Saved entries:
▬▬▬▬▬▬▬▬▬▬

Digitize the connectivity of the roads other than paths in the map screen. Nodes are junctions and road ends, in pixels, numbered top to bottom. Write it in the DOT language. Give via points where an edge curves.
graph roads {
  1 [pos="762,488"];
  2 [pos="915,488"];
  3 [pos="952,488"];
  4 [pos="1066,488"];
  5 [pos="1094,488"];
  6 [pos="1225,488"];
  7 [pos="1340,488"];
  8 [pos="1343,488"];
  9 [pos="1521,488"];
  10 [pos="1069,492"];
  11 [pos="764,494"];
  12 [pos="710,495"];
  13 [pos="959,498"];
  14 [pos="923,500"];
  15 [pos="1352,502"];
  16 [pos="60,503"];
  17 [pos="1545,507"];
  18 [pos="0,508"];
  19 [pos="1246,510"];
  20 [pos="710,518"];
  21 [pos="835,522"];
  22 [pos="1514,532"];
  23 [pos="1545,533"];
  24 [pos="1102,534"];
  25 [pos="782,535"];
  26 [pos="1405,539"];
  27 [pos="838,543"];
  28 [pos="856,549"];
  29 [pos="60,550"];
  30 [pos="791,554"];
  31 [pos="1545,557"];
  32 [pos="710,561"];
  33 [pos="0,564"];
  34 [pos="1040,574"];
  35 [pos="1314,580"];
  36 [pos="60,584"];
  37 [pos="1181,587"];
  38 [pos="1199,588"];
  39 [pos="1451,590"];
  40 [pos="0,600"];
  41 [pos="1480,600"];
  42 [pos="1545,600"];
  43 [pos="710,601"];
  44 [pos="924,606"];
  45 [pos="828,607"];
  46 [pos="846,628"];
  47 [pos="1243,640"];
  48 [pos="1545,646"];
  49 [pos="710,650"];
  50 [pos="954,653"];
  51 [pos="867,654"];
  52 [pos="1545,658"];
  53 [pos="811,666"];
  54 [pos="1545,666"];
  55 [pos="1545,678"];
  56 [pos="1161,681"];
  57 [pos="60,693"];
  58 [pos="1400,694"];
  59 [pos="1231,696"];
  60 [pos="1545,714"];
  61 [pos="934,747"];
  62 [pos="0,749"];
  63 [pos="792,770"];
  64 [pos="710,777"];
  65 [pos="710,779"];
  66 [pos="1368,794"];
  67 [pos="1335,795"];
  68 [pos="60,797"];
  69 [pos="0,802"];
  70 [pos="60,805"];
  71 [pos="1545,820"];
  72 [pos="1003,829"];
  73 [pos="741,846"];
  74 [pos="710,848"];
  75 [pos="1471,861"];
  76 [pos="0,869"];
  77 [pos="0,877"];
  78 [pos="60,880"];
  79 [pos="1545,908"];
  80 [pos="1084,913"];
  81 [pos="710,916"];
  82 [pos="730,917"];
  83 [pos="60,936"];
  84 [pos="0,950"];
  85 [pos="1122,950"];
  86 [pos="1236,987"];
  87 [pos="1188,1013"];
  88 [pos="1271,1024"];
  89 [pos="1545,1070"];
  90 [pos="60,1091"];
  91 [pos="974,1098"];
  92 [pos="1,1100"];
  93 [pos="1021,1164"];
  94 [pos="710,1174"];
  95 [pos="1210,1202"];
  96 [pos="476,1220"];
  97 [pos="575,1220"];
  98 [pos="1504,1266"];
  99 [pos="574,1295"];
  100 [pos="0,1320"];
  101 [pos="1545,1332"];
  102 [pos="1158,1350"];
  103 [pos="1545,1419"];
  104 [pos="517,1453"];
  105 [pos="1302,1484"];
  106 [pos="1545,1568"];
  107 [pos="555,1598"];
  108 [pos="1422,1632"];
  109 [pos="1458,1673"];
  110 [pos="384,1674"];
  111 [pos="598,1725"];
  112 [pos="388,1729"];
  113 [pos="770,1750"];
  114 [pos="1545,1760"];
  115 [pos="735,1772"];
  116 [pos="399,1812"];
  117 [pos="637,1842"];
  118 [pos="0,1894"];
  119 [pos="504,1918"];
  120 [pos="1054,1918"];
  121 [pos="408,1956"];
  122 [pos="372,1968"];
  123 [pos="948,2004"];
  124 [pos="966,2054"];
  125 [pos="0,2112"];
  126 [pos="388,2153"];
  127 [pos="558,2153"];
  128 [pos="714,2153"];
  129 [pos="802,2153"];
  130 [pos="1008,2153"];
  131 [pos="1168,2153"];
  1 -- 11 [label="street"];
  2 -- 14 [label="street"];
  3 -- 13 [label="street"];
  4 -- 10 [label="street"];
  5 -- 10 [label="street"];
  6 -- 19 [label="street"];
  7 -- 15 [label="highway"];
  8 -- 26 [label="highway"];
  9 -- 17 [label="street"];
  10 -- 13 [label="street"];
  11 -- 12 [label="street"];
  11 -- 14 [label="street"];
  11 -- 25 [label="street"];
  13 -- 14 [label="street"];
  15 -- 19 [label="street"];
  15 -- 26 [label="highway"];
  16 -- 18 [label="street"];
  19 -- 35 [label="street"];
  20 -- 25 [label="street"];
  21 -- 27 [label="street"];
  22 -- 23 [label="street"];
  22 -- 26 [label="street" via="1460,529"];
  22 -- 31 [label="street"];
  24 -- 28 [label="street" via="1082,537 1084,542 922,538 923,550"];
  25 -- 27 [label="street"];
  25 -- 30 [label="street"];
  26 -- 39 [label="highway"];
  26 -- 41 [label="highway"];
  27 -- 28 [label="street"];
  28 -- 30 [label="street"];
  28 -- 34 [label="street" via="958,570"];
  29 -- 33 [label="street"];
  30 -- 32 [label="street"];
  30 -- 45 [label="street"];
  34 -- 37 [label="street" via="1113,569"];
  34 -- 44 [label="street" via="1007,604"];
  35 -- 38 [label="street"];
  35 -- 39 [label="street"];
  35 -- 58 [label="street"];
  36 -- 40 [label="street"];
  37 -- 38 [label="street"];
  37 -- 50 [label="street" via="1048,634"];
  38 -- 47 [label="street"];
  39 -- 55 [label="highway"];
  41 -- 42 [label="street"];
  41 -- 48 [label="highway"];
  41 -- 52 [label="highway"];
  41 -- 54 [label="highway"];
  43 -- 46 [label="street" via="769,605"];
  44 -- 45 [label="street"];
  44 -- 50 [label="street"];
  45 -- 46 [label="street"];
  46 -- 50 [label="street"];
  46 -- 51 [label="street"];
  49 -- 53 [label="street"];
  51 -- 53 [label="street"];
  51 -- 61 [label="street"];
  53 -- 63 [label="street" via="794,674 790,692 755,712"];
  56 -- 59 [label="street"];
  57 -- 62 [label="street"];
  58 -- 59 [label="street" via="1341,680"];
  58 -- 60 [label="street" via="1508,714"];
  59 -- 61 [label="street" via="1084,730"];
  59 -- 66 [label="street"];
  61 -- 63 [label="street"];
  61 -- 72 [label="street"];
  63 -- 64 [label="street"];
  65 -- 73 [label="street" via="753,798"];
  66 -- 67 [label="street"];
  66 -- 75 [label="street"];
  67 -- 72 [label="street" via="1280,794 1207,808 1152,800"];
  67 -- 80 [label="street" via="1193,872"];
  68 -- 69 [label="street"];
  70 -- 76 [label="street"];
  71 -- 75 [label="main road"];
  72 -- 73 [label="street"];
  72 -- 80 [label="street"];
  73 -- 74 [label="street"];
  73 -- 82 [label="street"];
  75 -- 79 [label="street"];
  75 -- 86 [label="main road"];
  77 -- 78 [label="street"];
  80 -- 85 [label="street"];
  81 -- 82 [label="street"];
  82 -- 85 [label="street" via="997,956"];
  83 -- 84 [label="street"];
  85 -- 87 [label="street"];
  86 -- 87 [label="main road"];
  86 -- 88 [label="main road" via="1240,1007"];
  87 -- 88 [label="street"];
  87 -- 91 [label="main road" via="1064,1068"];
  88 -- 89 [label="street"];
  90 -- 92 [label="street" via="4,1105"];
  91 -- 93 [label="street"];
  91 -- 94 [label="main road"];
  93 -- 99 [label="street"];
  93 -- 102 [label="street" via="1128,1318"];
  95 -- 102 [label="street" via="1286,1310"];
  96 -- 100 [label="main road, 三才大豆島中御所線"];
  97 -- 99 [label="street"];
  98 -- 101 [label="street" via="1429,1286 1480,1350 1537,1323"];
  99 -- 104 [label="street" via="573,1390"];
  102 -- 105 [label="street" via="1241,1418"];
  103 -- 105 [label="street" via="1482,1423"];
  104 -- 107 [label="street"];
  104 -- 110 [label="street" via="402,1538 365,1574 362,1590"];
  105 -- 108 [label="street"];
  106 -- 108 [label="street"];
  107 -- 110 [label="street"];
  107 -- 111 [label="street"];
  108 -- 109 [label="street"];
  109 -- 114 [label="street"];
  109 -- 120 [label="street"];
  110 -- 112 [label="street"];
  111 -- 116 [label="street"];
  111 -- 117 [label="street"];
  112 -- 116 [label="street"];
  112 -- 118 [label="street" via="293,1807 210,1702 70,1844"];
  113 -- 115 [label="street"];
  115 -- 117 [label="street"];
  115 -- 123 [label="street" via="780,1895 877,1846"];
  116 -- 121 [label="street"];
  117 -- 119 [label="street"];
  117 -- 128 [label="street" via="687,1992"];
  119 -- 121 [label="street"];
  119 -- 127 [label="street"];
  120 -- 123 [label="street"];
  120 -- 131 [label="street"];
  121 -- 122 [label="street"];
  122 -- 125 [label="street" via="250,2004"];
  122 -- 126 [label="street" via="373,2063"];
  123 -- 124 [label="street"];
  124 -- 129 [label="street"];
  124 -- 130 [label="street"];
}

▬▬▬▬▬▬▬▬▬▬

Description of the task
Pull every line that holds the string "highway" out of the records.

Reply
  7 -- 15 [label="highway"];
  8 -- 26 [label="highway"];
  15 -- 26 [label="highway"];
  26 -- 39 [label="highway"];
  26 -- 41 [label="highway"];
  39 -- 55 [label="highway"];
  41 -- 48 [label="highway"];
  41 -- 52 [label="highway"];
  41 -- 54 [label="highway"];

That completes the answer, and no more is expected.